The church's awareness that it be­longs to God at once mentally, morally, and spiritually, is dependent on an awareness that God stands outside the currents of moder­nity and, in important ways, over against them. The fact that he is holy means there is an otherness to him. In the context of modernity, this mor­al otherness has been converted into a relatedness that is wholly compatible with the morality of modernity. That is to say, the church's identity vanishes where transcendence melts into imma­nence. Or, we might also say that it disappears where theocentric faith (i.e., faith centred on God as an objective reality) becomes anthropocentric faith (i.e., faith centred on therapeutic interest in the self) ... Where this happens, God be­comes merely a convenient means by which to satisfy the self. He becomes too small to sustain a moral and spiritu­al enterprise as demanding and as large as the church. He becomes too small to sustain faith in a world where the nor­mative beliefs are overwhelmingly erro­neous, to sustain goodness in a world that overwhelmingly champions bad­ness, to sustain life in a world where death is inescapable.
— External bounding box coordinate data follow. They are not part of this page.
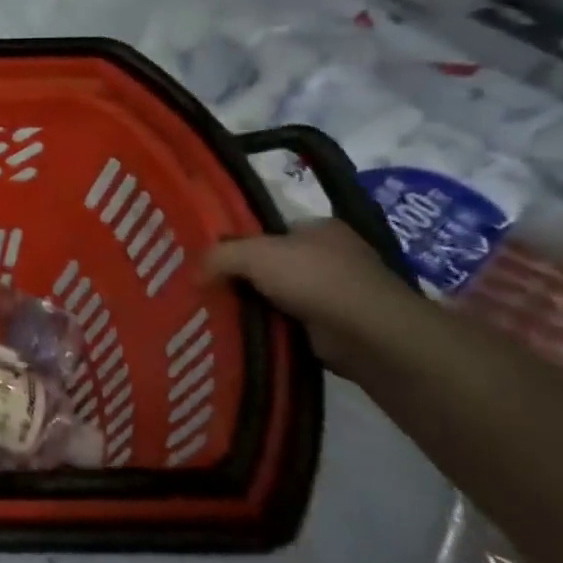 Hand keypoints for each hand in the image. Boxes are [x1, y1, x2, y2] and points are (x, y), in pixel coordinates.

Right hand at [205, 219, 416, 374]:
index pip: (270, 230)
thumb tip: (192, 273)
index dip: (241, 241)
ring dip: (260, 305)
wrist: (370, 335)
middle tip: (210, 286)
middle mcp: (334, 256)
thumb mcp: (253, 254)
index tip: (213, 258)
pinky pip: (294, 324)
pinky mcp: (341, 329)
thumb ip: (218, 256)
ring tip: (221, 312)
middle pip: (275, 263)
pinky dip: (275, 328)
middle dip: (248, 276)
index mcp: (320, 227)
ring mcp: (341, 294)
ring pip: (283, 295)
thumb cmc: (314, 278)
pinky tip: (249, 333) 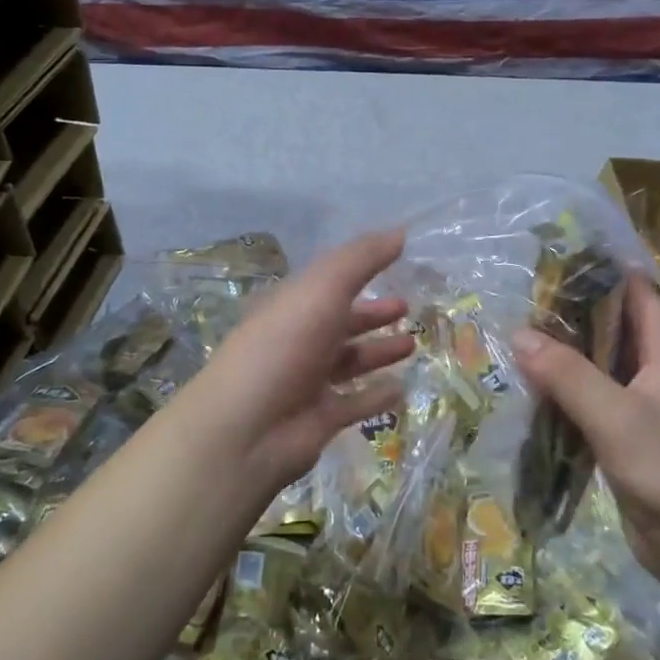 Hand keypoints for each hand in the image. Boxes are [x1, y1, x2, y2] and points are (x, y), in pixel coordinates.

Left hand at [170, 228, 413, 503]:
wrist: (246, 428)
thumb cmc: (284, 345)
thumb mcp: (323, 288)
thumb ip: (362, 259)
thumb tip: (401, 231)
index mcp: (292, 305)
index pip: (329, 283)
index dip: (361, 272)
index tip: (397, 263)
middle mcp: (298, 340)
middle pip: (341, 322)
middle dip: (373, 314)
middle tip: (408, 308)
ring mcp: (307, 382)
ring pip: (349, 362)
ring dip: (378, 352)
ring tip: (412, 345)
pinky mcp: (318, 419)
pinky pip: (354, 403)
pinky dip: (376, 396)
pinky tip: (401, 389)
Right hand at [513, 275, 659, 593]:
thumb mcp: (616, 417)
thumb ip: (568, 375)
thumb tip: (519, 335)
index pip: (640, 297)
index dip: (609, 271)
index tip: (564, 255)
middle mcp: (650, 374)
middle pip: (611, 328)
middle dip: (573, 310)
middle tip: (524, 294)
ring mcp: (634, 407)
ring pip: (594, 365)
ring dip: (562, 351)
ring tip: (516, 330)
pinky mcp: (618, 436)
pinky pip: (585, 400)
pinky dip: (559, 388)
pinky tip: (527, 384) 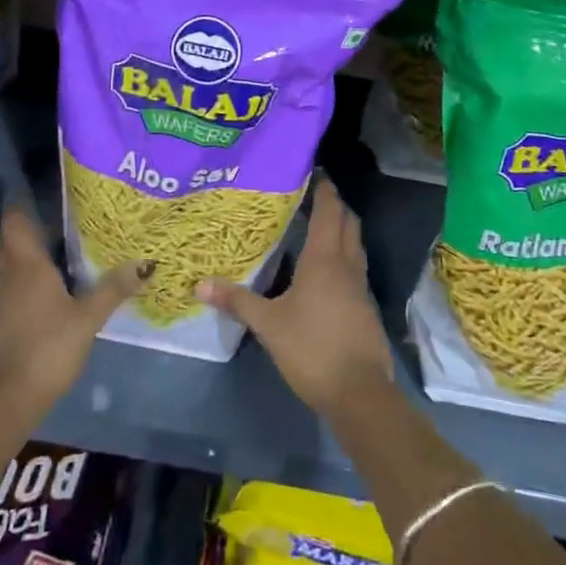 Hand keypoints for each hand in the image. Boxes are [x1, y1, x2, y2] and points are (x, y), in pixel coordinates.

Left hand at [0, 201, 151, 426]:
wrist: (6, 400)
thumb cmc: (46, 348)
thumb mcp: (88, 319)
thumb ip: (114, 289)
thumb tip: (146, 262)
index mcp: (27, 265)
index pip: (15, 221)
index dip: (22, 203)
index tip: (42, 190)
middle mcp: (10, 276)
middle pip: (10, 240)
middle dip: (28, 226)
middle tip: (58, 216)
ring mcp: (3, 300)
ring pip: (11, 263)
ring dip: (28, 252)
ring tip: (62, 246)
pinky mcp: (2, 322)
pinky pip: (14, 286)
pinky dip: (29, 278)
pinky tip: (53, 286)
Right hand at [199, 176, 396, 418]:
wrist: (360, 393)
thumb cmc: (312, 349)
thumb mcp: (268, 325)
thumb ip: (237, 301)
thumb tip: (200, 284)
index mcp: (325, 259)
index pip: (329, 210)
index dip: (324, 188)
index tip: (314, 170)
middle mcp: (347, 264)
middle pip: (348, 221)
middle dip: (334, 204)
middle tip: (312, 194)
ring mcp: (360, 286)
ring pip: (355, 244)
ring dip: (342, 229)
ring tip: (316, 224)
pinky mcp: (365, 307)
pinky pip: (355, 267)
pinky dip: (343, 255)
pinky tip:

Where this hap­pens, the church no longer belongs to God in anything other than name.

Of course, in grace, God is for us. But that does not mean that in Himself God is for us. Even less does it mean that we also are to be for us. We are to do all things to his glory.

Is not Wells right when he says that the faith of the church in today's world is not centred upon God as the enormous overwhelming reality of the universe? Where do we hear that He simply is and let all the earth stand silent before him? Is he not right when he says that the faith of the modern church is "centred on the therapeutic interest in the self"? Is he not therefore right when he says that if that is true, "the church no longer belongs to God in anything other than name?" He is right, and that is why so much of the Church today lives as though it belongs to the self. That has happened because the Church has heard that Je­sus said, "Behold, I will send you anoth­er Comforter," and forgotten that that Comforter is "the great power of God". This Pentecost, let us not forget that it was the Almighty God, in whom we live and move and have our being, the Holy God, who is light and in him is no dark­ness at all and into whose hands to fall is a fearful thing, who came down in the Person of the Holy Spirit.